London’s oldest canal, dating back to 1766, is handed over to the community groups who will be given the chance to shape its future

Jeannette Brooks, Canal And River Trust, and Dermot O'Brien, Poplar Harca, by the Limehouse Cut

The entire length of the historic Limehouse Cut has been adopted by a group of local organisations who will get the chance to shape the waterway’s future for the community.

The 19 groups, led by Poplar Harca, have taken advantage of the Canal And River Trust's scheme that gives communities the chance to get involved in activities from improving wildlife habitats or towpath clean-ups to helping run educational events.

The group are informally called the Super Adoption Stakeholders (Sass) and is the largest adoption group in the country.

Babu Bhattacherjee, Poplar Harca’s director of communities and neighbourhoods, said: “It is very forward thinking of the Canal And River Trust to encourage interested groups to drive the regeneration of Limehouse Cut forward in partnership.

“The group has four key themes; education, environment, sport and commercial development. We will have tremendous volunteering opportunities for local residents and especially young people.

“We are working to develop paddle sports on the canal and already have linkages so young people can progress their sport to the highest level. Poplar HARCA is incredibly excited about the potential of this initiative for our local community.”
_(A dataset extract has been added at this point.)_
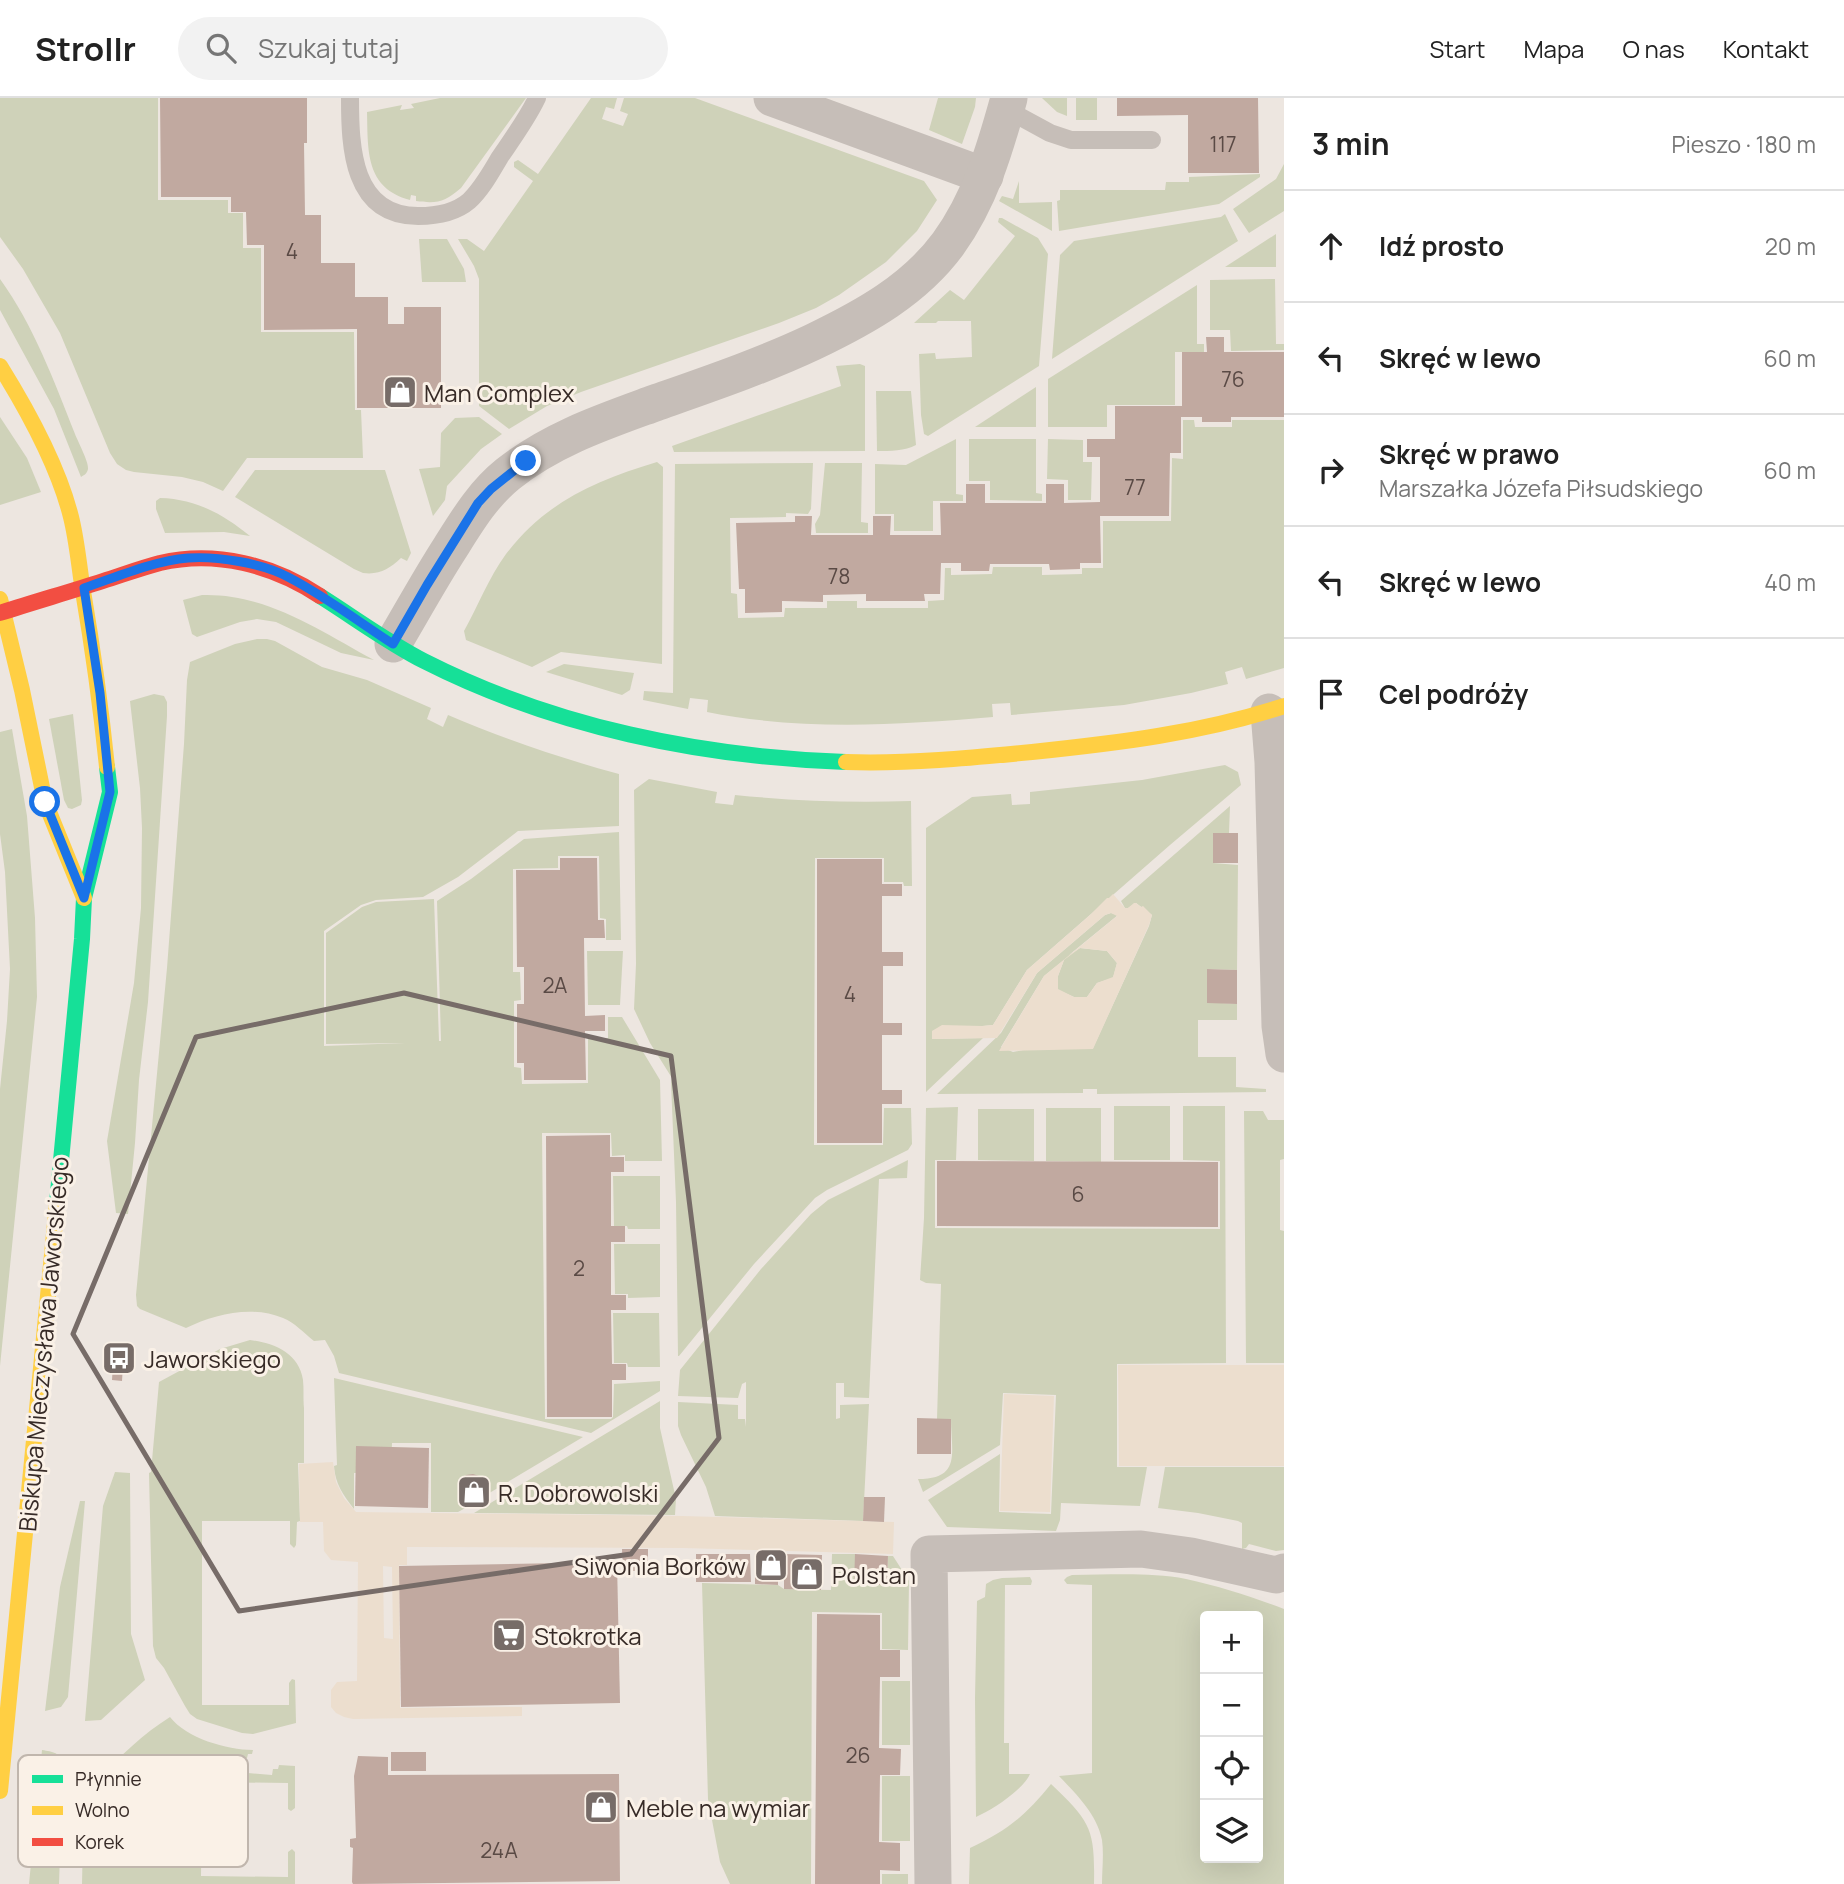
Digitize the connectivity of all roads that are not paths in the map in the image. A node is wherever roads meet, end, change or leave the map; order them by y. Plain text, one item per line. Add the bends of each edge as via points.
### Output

The Limehouse Cut is London’s oldest canal, dating back to 1766 and stretches from Limehouse Basin to Three Mills in Bow, totalling more than three miles.

Sass’s role will formally start in September, initially offering activities a couple of times a month.

Canal And River Trust development and engagement manager Jeannette Brooks said: “We’re delighted Sass have adopted the Limehouse Cut.

The canals and rivers in London are thriving at the moment but the Cut is perhaps one of the lesser known and less-loved sections.

“In the last year or so we’ve started to see more and more groups use and help improve the water space. The adoption will accelerate this ongoing revival no end.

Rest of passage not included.